The agency said on Monday it had lifted the rating on Brazil’s local and foreign currency debt to BBB from BBB-, and its country ceiling to BBB+ from BBB. However, some economists labelled the move as too optimistic, arguing that the country will have to do more to fight inflation.
Brazil’s economy grew at one of the fastest rates in the world last year as the government poured money into the country in the wake of the financial crisis, raising concerns over rising prices and possible credit bubbles.
But since taking over this year, Ms Rousseff and her administration have attempted to slow the country’s growth to a more sustainable level, introducing a series of credit measures and revising down the budget by R$50bn.
“The Rousseff administration has displayed signs of greater fiscal restraint, which coupled with healthy growth prospects should allow for a fall in Brazil’s heavy general government debt burden,” the rating agency said in the accompanying statement.
Standard & Poor’s still has Brazil at BBB- status but Moody’s has indicated it may bump up the Latin American country before the summer.
Although the other rating agencies will have to follow suit soon, it will be difficult for Brazil to achieve a higher grade than BBB, said Douglas Smith, head of Latin American research at Standard Chartered.
“I’m not convinced by some of Fitch’s logic. Brazil’s debt is still very high and it’s not really falling,” he said. “Its budget is quite rigid because you have a lot of social programmes which you can’t take back that easily. They will have to resort to tax increases; they’re not going to get there just through budget cuts.”

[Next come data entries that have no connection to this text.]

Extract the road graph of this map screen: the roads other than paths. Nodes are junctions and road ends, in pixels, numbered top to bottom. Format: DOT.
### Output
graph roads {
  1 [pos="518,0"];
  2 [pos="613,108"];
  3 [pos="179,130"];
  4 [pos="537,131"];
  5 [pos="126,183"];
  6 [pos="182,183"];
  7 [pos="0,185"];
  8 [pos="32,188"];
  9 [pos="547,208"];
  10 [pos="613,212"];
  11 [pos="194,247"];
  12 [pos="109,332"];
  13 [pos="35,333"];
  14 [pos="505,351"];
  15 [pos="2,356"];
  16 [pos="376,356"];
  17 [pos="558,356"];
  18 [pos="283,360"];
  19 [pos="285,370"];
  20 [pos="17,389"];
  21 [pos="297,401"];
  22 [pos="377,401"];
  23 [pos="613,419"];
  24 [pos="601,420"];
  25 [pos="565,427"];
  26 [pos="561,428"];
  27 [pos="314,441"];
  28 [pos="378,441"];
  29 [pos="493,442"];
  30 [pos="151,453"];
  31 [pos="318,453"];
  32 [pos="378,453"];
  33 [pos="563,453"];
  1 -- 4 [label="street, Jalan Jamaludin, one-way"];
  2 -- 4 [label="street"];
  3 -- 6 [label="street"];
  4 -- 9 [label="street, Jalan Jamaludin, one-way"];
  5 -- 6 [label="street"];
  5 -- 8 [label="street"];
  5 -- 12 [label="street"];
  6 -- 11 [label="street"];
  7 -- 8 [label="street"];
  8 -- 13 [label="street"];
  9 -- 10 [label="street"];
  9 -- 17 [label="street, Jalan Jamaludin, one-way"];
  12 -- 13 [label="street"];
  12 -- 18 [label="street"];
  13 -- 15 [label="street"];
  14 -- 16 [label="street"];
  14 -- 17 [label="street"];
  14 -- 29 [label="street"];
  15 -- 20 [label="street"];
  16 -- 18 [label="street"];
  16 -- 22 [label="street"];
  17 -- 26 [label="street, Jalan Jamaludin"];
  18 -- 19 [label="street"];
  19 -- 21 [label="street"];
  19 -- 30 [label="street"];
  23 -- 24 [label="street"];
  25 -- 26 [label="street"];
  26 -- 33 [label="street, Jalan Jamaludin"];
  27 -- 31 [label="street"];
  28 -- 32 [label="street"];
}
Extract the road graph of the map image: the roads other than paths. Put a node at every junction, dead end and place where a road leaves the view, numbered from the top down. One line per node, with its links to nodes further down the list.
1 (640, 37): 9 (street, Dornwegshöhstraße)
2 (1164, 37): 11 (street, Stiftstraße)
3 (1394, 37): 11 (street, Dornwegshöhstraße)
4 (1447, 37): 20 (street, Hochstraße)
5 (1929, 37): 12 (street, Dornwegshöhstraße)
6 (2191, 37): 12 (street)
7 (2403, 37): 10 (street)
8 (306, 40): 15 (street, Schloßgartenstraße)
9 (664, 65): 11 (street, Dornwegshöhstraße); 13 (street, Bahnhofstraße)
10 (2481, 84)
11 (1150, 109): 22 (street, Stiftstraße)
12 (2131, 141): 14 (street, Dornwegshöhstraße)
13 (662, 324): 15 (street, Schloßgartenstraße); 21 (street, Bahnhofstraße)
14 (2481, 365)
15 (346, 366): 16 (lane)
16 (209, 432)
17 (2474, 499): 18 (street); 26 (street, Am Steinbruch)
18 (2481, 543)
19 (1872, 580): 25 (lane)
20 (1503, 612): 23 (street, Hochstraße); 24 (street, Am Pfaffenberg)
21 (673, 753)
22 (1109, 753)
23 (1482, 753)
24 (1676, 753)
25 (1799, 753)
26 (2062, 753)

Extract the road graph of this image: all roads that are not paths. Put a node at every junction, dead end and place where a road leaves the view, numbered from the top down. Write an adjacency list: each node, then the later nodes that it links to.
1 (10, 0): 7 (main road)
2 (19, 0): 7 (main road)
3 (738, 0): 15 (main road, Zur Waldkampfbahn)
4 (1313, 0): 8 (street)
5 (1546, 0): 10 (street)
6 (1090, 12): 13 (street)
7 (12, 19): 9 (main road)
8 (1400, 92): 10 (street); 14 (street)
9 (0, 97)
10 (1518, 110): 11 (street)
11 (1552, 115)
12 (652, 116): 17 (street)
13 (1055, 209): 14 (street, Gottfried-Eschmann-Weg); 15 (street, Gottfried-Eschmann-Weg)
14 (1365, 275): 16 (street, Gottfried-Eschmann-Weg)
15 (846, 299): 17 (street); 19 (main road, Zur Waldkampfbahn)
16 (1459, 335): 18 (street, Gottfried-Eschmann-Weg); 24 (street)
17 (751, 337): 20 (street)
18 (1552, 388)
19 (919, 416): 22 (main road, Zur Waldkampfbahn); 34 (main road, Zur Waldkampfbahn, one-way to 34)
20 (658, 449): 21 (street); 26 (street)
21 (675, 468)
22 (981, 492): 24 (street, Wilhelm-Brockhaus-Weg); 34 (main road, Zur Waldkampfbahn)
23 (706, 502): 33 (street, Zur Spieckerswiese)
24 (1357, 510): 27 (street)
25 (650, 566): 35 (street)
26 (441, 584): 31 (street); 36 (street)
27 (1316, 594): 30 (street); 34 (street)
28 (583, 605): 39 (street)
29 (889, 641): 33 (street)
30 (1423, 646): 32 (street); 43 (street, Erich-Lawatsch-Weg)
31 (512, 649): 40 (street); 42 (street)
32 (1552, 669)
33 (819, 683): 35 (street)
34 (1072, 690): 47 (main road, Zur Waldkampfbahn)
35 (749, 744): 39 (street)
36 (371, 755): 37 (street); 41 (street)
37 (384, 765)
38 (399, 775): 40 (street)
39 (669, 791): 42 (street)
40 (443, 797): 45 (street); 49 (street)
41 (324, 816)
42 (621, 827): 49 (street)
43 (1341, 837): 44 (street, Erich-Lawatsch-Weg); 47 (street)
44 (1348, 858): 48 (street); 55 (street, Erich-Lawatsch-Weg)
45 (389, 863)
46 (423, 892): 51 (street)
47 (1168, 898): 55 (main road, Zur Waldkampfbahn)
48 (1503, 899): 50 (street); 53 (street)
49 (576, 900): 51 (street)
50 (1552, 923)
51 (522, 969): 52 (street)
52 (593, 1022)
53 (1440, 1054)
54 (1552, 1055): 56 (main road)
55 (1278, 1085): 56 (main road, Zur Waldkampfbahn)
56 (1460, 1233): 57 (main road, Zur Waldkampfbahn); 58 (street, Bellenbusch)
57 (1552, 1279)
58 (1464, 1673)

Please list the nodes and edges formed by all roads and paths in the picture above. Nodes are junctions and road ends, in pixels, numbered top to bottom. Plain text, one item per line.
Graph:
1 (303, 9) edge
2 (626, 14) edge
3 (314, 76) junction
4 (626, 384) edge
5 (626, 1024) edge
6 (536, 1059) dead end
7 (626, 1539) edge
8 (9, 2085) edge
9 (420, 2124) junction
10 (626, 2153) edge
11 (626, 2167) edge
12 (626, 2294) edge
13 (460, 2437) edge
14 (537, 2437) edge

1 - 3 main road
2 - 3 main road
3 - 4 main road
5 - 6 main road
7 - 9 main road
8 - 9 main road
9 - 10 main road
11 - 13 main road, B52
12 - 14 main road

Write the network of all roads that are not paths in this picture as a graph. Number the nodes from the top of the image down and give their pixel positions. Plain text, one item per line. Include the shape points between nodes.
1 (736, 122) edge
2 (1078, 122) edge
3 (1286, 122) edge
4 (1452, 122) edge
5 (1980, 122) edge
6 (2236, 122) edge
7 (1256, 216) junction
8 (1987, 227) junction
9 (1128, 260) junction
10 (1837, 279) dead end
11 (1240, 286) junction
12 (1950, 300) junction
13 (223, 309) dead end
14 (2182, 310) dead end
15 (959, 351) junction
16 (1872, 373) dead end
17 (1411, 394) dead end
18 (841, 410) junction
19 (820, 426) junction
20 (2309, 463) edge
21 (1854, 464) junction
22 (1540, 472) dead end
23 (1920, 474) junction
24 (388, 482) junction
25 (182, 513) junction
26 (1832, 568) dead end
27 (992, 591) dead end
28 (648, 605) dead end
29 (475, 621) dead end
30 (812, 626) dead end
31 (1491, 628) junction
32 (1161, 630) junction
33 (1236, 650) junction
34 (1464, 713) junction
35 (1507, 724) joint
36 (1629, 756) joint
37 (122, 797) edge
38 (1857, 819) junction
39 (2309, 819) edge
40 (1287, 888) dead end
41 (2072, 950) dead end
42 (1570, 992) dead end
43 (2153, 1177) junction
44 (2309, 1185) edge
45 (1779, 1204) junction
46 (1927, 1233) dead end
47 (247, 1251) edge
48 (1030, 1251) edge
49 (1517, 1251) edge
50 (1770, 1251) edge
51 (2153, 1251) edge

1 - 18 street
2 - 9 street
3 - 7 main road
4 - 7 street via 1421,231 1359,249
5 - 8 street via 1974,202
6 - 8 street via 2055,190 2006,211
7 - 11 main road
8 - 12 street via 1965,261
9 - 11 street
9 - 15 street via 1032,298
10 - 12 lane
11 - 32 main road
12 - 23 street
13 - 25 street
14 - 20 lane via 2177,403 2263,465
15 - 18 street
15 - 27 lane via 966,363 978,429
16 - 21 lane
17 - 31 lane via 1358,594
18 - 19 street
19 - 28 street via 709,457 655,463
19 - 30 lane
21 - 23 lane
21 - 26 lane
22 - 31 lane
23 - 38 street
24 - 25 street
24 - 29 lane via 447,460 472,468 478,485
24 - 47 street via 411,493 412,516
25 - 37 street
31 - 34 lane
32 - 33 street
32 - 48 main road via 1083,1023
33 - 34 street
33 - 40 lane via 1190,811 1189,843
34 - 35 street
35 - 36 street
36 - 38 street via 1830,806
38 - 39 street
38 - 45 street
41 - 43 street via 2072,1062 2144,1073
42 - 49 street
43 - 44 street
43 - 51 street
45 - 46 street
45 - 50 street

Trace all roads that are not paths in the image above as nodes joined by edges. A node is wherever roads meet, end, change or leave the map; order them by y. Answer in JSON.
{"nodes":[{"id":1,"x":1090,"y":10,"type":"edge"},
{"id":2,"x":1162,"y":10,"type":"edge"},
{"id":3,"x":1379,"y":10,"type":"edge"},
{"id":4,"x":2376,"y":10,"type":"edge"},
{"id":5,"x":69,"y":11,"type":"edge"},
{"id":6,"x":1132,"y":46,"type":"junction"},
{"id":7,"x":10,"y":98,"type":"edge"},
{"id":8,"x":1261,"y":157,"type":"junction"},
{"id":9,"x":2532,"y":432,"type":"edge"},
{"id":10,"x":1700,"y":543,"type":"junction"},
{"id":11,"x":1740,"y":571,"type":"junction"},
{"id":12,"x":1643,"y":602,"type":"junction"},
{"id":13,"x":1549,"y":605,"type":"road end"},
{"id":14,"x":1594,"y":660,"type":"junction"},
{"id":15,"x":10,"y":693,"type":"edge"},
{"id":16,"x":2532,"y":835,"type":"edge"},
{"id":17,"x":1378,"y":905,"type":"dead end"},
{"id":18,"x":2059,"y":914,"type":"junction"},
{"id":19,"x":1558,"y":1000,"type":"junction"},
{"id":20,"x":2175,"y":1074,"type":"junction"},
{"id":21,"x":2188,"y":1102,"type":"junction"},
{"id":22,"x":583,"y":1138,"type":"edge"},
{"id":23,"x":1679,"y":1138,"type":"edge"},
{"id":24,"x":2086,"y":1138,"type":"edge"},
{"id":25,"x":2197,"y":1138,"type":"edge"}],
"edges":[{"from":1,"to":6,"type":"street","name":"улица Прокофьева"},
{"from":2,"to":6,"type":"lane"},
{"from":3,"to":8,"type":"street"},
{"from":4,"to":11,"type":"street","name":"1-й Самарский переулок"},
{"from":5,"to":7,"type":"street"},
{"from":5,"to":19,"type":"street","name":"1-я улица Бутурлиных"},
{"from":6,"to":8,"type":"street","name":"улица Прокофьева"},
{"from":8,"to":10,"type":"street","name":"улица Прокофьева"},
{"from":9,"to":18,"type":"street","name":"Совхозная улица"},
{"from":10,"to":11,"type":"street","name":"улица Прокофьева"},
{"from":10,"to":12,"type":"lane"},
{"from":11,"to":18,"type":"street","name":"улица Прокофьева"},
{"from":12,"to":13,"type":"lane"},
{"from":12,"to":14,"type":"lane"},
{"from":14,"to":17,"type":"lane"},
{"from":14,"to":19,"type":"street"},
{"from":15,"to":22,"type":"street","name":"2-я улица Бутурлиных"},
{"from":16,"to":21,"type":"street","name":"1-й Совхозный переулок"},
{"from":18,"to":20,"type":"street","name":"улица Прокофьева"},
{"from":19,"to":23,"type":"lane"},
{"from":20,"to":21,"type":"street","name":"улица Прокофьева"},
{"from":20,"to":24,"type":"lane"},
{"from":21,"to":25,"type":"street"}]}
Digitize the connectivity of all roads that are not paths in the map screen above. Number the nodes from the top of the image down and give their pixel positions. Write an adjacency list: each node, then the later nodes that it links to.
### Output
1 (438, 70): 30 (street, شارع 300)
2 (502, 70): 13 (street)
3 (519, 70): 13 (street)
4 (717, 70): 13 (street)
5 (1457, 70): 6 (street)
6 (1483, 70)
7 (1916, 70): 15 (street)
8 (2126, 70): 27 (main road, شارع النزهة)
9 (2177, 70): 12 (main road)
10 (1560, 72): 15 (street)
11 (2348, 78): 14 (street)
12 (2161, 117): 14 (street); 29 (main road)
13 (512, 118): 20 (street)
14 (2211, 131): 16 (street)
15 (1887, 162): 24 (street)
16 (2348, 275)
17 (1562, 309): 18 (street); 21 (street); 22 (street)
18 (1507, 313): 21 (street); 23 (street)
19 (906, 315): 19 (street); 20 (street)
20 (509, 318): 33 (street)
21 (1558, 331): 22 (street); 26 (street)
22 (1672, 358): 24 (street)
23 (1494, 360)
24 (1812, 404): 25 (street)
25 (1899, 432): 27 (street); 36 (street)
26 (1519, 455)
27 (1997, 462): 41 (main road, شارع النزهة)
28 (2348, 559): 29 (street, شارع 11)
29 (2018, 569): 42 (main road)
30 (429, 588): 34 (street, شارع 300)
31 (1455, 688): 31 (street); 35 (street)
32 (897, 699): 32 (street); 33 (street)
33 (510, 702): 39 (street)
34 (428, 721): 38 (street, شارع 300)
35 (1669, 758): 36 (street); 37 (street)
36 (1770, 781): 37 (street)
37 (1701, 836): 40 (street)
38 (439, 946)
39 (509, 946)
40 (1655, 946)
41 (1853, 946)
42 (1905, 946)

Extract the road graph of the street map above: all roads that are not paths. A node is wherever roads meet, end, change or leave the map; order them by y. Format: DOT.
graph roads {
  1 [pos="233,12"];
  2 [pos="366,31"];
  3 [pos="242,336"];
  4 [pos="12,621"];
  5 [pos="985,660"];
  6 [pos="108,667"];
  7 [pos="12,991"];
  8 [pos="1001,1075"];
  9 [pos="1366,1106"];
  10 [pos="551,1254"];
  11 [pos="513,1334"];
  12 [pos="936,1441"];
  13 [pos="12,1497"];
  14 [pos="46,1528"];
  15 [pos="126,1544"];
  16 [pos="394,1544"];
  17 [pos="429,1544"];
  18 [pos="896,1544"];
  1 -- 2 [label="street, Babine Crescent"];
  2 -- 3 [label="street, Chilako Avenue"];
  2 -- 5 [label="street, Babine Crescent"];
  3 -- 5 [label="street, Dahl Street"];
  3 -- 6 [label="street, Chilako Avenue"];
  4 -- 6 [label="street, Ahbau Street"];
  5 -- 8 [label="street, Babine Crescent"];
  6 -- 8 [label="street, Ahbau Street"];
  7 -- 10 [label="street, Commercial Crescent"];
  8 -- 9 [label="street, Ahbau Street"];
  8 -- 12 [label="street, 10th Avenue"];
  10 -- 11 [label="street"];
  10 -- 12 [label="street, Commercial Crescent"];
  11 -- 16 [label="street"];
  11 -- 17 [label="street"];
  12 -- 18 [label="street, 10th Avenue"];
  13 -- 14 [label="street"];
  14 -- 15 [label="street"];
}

Fitch also praised Brazil’s new government for keeping a lid on the minimum wage and steadily reducing the treasury’s loans to the BNDES, Brazil’s national development bank.
But many investors would like to see an even bigger reduction in the role of the BNDES, which lent out three times more than the World Bank last year. This is particularly important as the country tries to lure private investment in preparation to host the World Cup in 2014 and the Olympics two years later.